▶ [PROBLEM DETAILS]: Give back all the data exactly as it was written.

▶ [SOURCE RECORDS]:

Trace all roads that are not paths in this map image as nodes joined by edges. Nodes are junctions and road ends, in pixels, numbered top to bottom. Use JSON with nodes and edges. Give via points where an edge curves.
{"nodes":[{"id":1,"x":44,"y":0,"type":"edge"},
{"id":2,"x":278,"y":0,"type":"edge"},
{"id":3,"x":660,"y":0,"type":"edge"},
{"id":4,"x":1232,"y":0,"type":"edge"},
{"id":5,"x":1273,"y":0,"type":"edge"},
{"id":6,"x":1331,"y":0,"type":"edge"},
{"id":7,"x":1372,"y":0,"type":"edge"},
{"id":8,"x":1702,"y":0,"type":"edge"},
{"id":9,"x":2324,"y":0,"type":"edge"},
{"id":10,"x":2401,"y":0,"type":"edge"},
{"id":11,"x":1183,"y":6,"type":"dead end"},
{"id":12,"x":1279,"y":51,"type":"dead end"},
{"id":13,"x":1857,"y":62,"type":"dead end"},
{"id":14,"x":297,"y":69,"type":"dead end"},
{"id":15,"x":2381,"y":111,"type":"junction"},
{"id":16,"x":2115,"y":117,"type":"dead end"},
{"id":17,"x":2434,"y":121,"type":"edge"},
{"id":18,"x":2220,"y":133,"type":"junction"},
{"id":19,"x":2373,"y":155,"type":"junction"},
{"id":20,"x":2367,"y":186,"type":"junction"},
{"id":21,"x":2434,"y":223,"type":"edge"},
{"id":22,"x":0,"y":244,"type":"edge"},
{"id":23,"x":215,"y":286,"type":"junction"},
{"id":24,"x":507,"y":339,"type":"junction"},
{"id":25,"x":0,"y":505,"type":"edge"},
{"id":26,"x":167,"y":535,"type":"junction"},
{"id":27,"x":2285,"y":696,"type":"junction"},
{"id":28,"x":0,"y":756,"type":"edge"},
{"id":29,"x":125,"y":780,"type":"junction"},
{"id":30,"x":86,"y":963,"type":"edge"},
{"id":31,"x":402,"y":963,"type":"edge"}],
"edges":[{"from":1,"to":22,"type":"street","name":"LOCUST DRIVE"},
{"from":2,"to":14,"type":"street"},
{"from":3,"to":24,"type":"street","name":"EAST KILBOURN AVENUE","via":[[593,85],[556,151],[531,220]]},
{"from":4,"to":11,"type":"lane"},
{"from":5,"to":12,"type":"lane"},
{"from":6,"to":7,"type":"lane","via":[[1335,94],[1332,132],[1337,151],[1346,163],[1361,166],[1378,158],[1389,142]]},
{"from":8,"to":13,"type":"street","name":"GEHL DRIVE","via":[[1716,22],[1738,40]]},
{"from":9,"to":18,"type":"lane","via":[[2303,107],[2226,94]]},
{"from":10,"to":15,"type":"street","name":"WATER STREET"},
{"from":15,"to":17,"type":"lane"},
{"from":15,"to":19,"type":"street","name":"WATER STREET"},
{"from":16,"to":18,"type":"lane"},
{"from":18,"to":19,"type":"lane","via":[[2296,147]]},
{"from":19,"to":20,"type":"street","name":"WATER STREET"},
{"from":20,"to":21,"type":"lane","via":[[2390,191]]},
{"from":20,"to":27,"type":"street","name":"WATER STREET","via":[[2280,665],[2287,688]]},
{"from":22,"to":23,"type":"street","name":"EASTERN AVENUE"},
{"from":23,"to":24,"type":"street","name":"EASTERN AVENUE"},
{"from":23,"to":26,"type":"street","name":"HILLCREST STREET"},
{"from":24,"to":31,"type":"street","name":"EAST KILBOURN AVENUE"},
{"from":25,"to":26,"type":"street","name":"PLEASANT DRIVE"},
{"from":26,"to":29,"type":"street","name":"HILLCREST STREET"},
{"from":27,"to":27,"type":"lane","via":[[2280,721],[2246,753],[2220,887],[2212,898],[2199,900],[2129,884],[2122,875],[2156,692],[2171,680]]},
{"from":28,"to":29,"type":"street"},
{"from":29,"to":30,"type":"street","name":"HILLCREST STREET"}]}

▶ [PROBLEM SOLUTION]:
Trace all roads that are not paths in this map image as nodes joined by edges. Nodes are junctions and road ends, in pixels, numbered top to bottom. Use JSON with nodes and edges. Give via points where an edge curves.
{"nodes":[{"id":1,"x":44,"y":0,"type":"edge"},
{"id":2,"x":278,"y":0,"type":"edge"},
{"id":3,"x":660,"y":0,"type":"edge"},
{"id":4,"x":1232,"y":0,"type":"edge"},
{"id":5,"x":1273,"y":0,"type":"edge"},
{"id":6,"x":1331,"y":0,"type":"edge"},
{"id":7,"x":1372,"y":0,"type":"edge"},
{"id":8,"x":1702,"y":0,"type":"edge"},
{"id":9,"x":2324,"y":0,"type":"edge"},
{"id":10,"x":2401,"y":0,"type":"edge"},
{"id":11,"x":1183,"y":6,"type":"dead end"},
{"id":12,"x":1279,"y":51,"type":"dead end"},
{"id":13,"x":1857,"y":62,"type":"dead end"},
{"id":14,"x":297,"y":69,"type":"dead end"},
{"id":15,"x":2381,"y":111,"type":"junction"},
{"id":16,"x":2115,"y":117,"type":"dead end"},
{"id":17,"x":2434,"y":121,"type":"edge"},
{"id":18,"x":2220,"y":133,"type":"junction"},
{"id":19,"x":2373,"y":155,"type":"junction"},
{"id":20,"x":2367,"y":186,"type":"junction"},
{"id":21,"x":2434,"y":223,"type":"edge"},
{"id":22,"x":0,"y":244,"type":"edge"},
{"id":23,"x":215,"y":286,"type":"junction"},
{"id":24,"x":507,"y":339,"type":"junction"},
{"id":25,"x":0,"y":505,"type":"edge"},
{"id":26,"x":167,"y":535,"type":"junction"},
{"id":27,"x":2285,"y":696,"type":"junction"},
{"id":28,"x":0,"y":756,"type":"edge"},
{"id":29,"x":125,"y":780,"type":"junction"},
{"id":30,"x":86,"y":963,"type":"edge"},
{"id":31,"x":402,"y":963,"type":"edge"}],
"edges":[{"from":1,"to":22,"type":"street","name":"LOCUST DRIVE"},
{"from":2,"to":14,"type":"street"},
{"from":3,"to":24,"type":"street","name":"EAST KILBOURN AVENUE","via":[[593,85],[556,151],[531,220]]},
{"from":4,"to":11,"type":"lane"},
{"from":5,"to":12,"type":"lane"},
{"from":6,"to":7,"type":"lane","via":[[1335,94],[1332,132],[1337,151],[1346,163],[1361,166],[1378,158],[1389,142]]},
{"from":8,"to":13,"type":"street","name":"GEHL DRIVE","via":[[1716,22],[1738,40]]},
{"from":9,"to":18,"type":"lane","via":[[2303,107],[2226,94]]},
{"from":10,"to":15,"type":"street","name":"WATER STREET"},
{"from":15,"to":17,"type":"lane"},
{"from":15,"to":19,"type":"street","name":"WATER STREET"},
{"from":16,"to":18,"type":"lane"},
{"from":18,"to":19,"type":"lane","via":[[2296,147]]},
{"from":19,"to":20,"type":"street","name":"WATER STREET"},
{"from":20,"to":21,"type":"lane","via":[[2390,191]]},
{"from":20,"to":27,"type":"street","name":"WATER STREET","via":[[2280,665],[2287,688]]},
{"from":22,"to":23,"type":"street","name":"EASTERN AVENUE"},
{"from":23,"to":24,"type":"street","name":"EASTERN AVENUE"},
{"from":23,"to":26,"type":"street","name":"HILLCREST STREET"},
{"from":24,"to":31,"type":"street","name":"EAST KILBOURN AVENUE"},
{"from":25,"to":26,"type":"street","name":"PLEASANT DRIVE"},
{"from":26,"to":29,"type":"street","name":"HILLCREST STREET"},
{"from":27,"to":27,"type":"lane","via":[[2280,721],[2246,753],[2220,887],[2212,898],[2199,900],[2129,884],[2122,875],[2156,692],[2171,680]]},
{"from":28,"to":29,"type":"street"},
{"from":29,"to":30,"type":"street","name":"HILLCREST STREET"}]}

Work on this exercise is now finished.